TASK INSTRUCTIONS: Search the data for "Villa". Each line containing it is to be copied.

PROVIDED INFORMATION:
• • • •

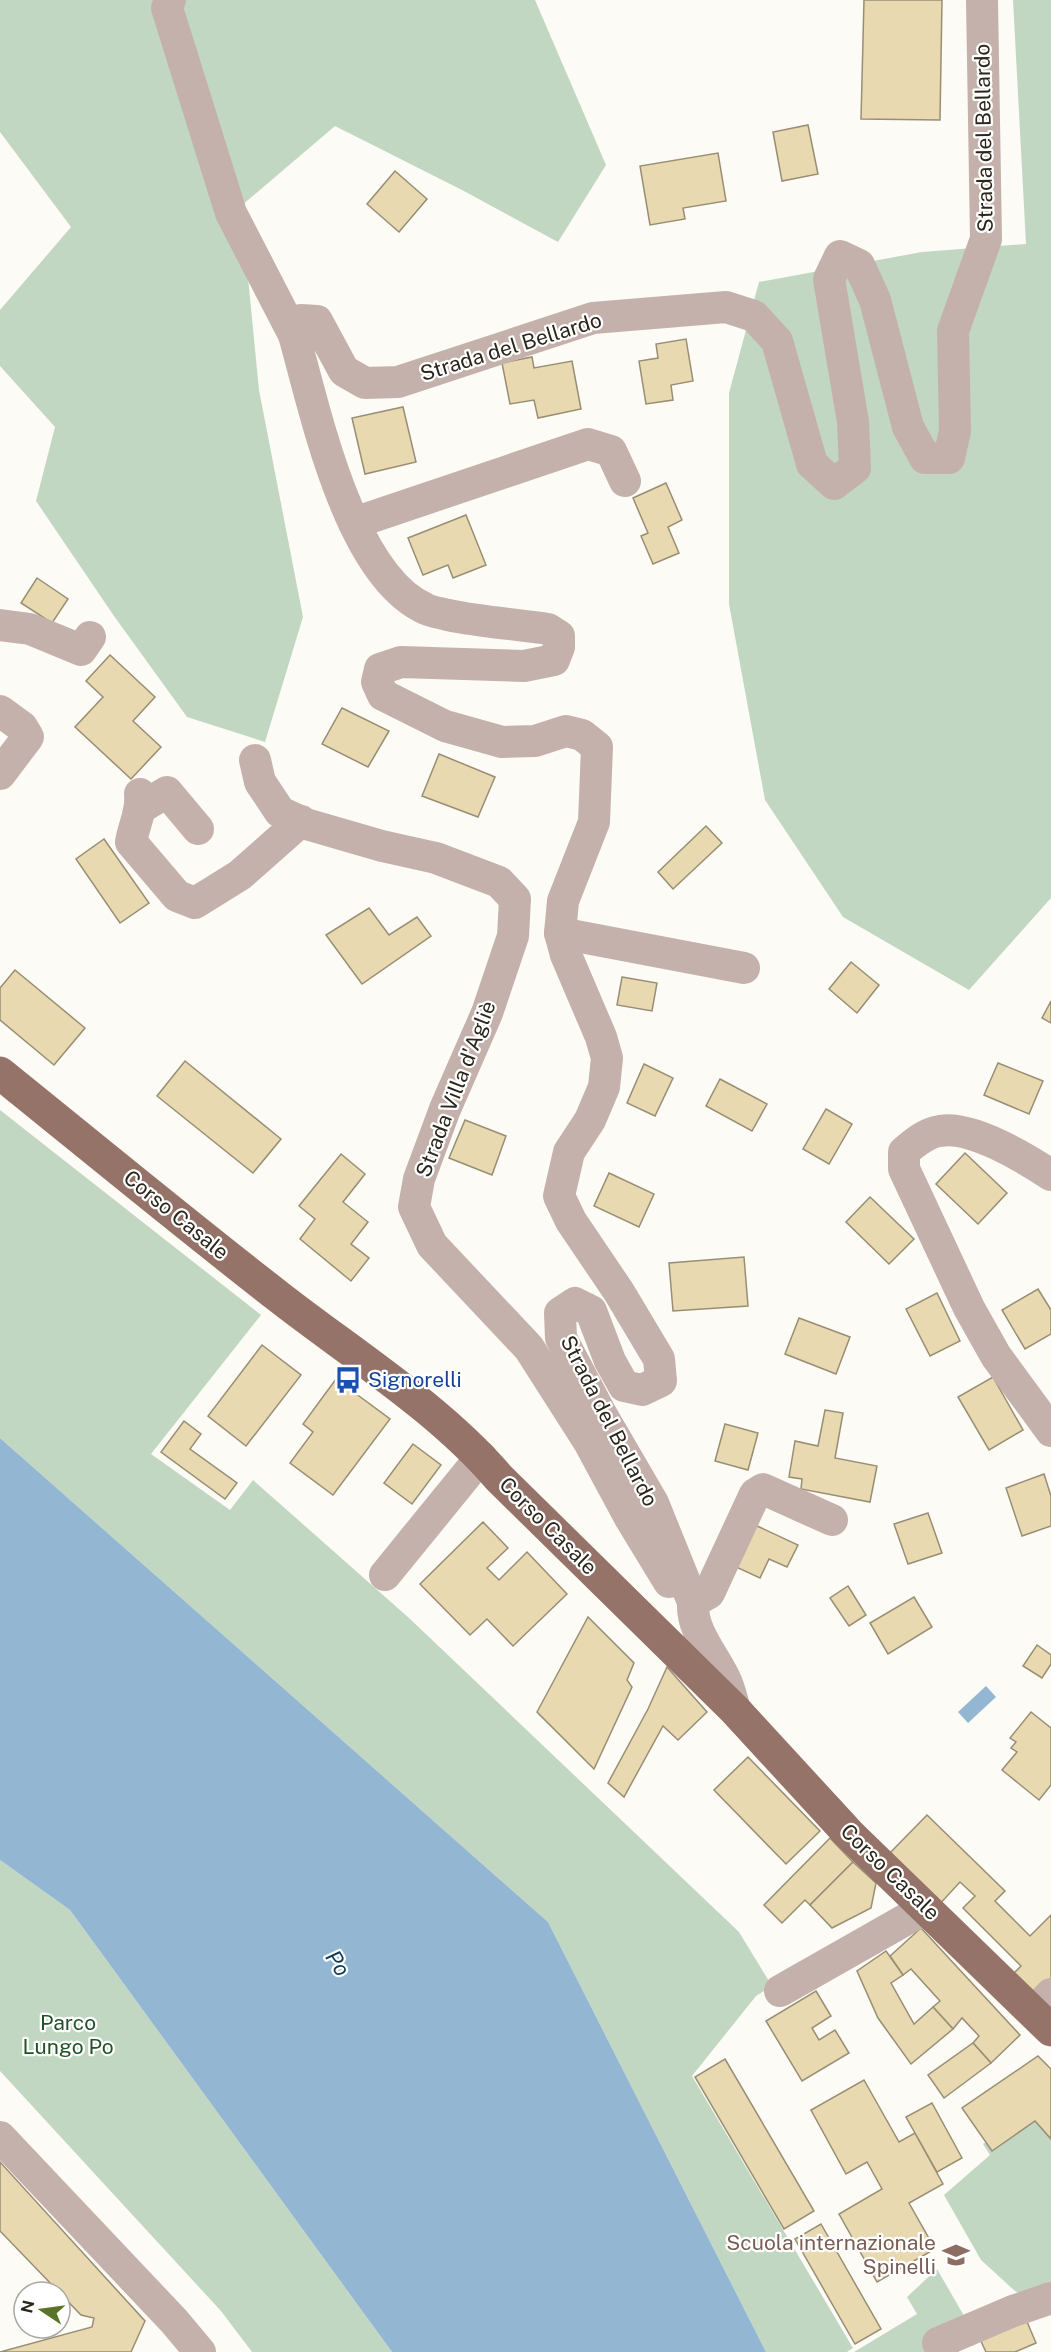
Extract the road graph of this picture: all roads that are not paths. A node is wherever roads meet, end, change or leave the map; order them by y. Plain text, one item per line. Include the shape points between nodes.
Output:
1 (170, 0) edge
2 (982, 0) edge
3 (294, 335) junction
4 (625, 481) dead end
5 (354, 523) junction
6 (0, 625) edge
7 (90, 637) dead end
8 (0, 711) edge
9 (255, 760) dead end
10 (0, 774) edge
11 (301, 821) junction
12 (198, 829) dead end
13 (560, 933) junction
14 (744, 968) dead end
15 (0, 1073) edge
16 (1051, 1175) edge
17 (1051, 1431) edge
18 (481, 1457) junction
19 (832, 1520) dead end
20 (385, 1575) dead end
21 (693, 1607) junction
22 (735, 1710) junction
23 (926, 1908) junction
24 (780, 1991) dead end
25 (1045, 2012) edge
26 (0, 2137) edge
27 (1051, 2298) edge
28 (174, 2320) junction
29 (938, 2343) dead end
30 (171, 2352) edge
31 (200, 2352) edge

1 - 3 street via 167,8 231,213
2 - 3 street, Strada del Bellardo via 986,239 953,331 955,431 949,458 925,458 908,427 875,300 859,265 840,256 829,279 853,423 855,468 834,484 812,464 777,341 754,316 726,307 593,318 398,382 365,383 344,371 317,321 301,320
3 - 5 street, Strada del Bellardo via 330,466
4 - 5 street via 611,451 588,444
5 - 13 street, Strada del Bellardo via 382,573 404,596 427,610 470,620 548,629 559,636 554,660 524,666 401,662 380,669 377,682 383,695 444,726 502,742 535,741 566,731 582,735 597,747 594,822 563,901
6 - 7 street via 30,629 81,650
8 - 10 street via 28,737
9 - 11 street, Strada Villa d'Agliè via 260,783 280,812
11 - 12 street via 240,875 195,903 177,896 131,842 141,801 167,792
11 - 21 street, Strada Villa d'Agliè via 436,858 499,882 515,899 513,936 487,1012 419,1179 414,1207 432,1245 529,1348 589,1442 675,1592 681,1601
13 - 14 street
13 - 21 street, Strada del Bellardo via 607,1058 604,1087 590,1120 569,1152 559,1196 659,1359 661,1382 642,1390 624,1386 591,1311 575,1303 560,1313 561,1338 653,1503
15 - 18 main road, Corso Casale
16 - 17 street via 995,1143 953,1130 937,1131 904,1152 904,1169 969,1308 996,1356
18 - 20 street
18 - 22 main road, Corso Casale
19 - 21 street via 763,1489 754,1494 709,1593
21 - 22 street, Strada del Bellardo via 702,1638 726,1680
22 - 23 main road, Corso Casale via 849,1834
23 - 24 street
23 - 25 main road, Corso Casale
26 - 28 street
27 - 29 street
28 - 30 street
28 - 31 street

• • • •

REPLY TO THE EXERCISE:
9 - 11 street, Strada Villa d'Agliè via 260,783 280,812
11 - 21 street, Strada Villa d'Agliè via 436,858 499,882 515,899 513,936 487,1012 419,1179 414,1207 432,1245 529,1348 589,1442 675,1592 681,1601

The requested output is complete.